19 of 21 people found the following review helpful.
Banking Industry Still in Need of Tighter Regulations to Make It More Self-Sustainable
By Serge J. Van Steenkiste
Anat Admati and Martin Hellwig clearly demonstrate that the lack of decisive reforms in the banking industry in the aftermath of the financial crisis of 2007-2009 will end up badly again for the U.S. and world economy.
Ms. Admati and Mr. Hellwig bluntly challenge the invalid reasons behind which bankers, politicians, and regulators hidden themselves to justify the absence of a more thorough reform of this essential industry. The authors rightly focus the core of their argumentation on the necessity to increase bank equity (called capital in the banking industry) to 20 percent to 30 percent of banks' total assets from the 3 percent lower limit for equity as a fraction of total assets as permitted in the recent Basel III agreement on capital regulation.

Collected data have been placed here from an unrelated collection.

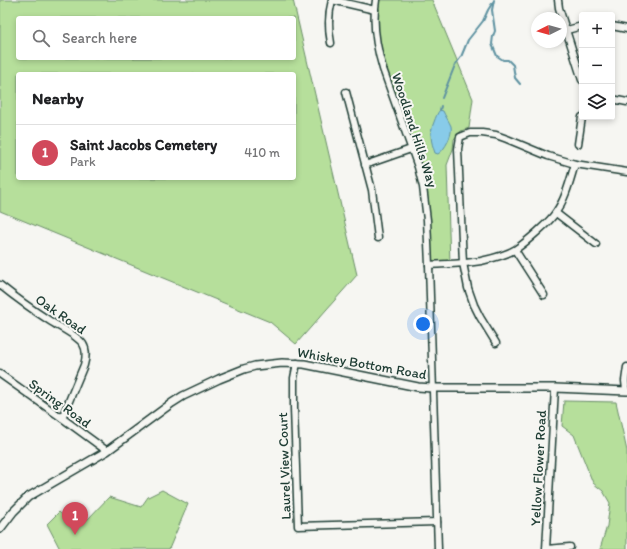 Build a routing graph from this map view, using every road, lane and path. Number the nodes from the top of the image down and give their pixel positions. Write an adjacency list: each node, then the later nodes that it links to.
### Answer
1 (332, 0): 4 (street); 10 (street)
2 (376, 0): 4 (street, Woodland Hills Way)
3 (558, 0): 5 (street)
4 (375, 10): 17 (street, Woodland Hills Way)
5 (561, 12)
6 (579, 27): 9 (street)
7 (615, 27): 8 (street)
8 (627, 29)
9 (567, 30): 11 (street)
10 (330, 43)
11 (579, 70)
12 (346, 92): 19 (street)
13 (615, 100): 14 (street)
14 (627, 102)
15 (582, 120): 16 (street)
16 (578, 144)
17 (411, 149): 19 (street); 26 (street, Woodland Hills Way)
18 (575, 164): 20 (street); 21 (street); 25 (street)
19 (365, 165): 22 (street)
20 (627, 172)
21 (556, 213): 23 (street); 24 (street)
22 (378, 238)
23 (596, 244)
24 (515, 250): 25 (street); 28 (street)
25 (463, 263): 26 (street); 29 (street)
26 (429, 265): 33 (street, Woodland Hills Way)
27 (0, 285): 36 (street, Oak Road)
28 (544, 295)
29 (496, 343)
30 (297, 363): 33 (street, Whiskey Bottom Road); 37 (street, Whiskey Bottom Road); 38 (street, Laurel View Court)
31 (627, 367): 35 (street)
32 (0, 374): 36 (street, Spring Road)
33 (432, 388): 34 (street, Whiskey Bottom Road); 38 (street)
34 (554, 388): 35 (street, Whiskey Bottom Road); 40 (street, Yellow Flower Road)
35 (626, 390)
36 (62, 418): 37 (street, Spring Road)
37 (107, 451): 39 (street, Whiskey Bottom Road)
38 (437, 522): 41 (street)
39 (0, 529)
40 (570, 547)
41 (438, 549) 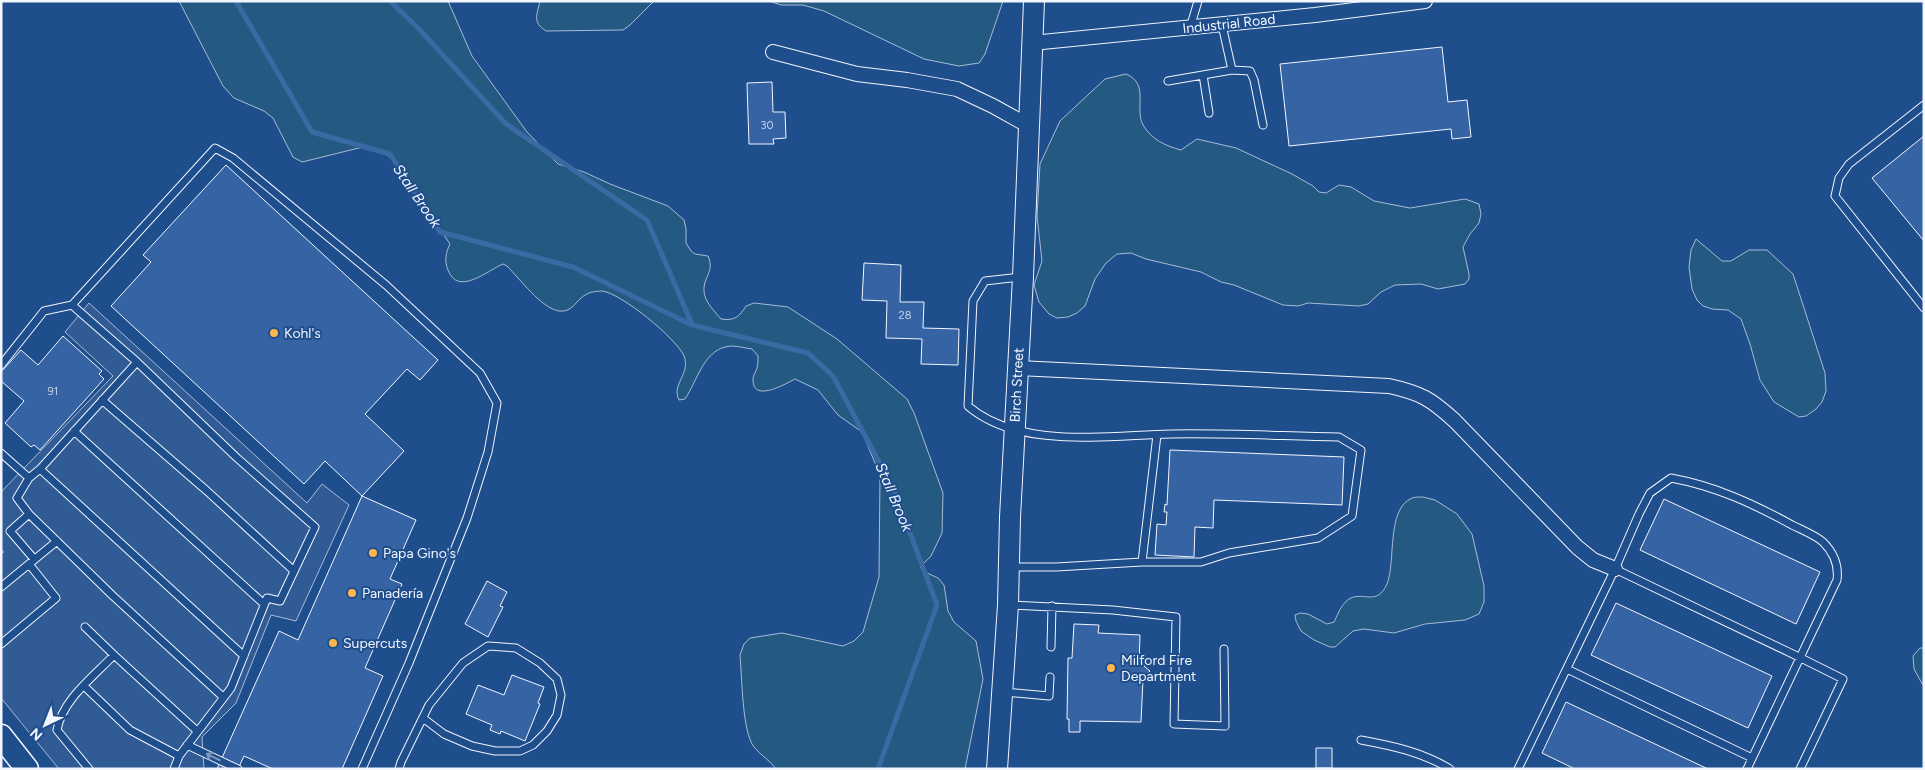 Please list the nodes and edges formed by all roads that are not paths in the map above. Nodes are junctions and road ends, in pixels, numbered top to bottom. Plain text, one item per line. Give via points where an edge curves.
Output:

This significant increase in bank equity has several benefits:
1) Better capitalized banks will have a lower probability of falling into financial distress or becoming insolvent as a result of recognizing losses immediately on their non-performing loans.
2) Less leveraged banks will be more inclined not to take excessive risks in lending and not to stop lending during a sharp economic downturn.
3) Better bank capitalization will reduce the sizes and distortive effects of guarantees and subsidies that make it possible to allow debt to fund up to 97 percent of bank assets.
4) Higher equity requirements could push the largest banks to break up without being forced to do so by law or regulation under the pressure of their shareholders asking for compensation reflective of the risks assumed.
Ms. Admati and Mr. Hellwig recommend that banks reduce the dividends that they pay to their shareholders and / or raise fresh capital in the capital markets to fund this sharp increase in bank equity. Furthermore, banks can temporarily reduce the bonuses granted to their staff to help fund this increase in bank equity. In addition, the authors advocate for a change in the tax treatment of interest paid on debt to make capital funding through equity more attractive than it currently is.
The authors convincingly refute the claim that sharply increasing bank equity will undermine economic growth. Higher financial stability prior to 2007 would not have given rise to the sharp decline in output in 2009 and the resulting loss of output valued in the trillions of dollars. Furthermore, a better capitalized banking industry would not have resulted in the anemic economic recovery that the U.S. has had to endure since 2009.
In summary, Ms. Admati and Mr. Hellwig systematically reduce to rubble the convenient rationalizations that bankers, politicians, and regulators use to justify the unfinished business of reforming the banking industry thoroughly.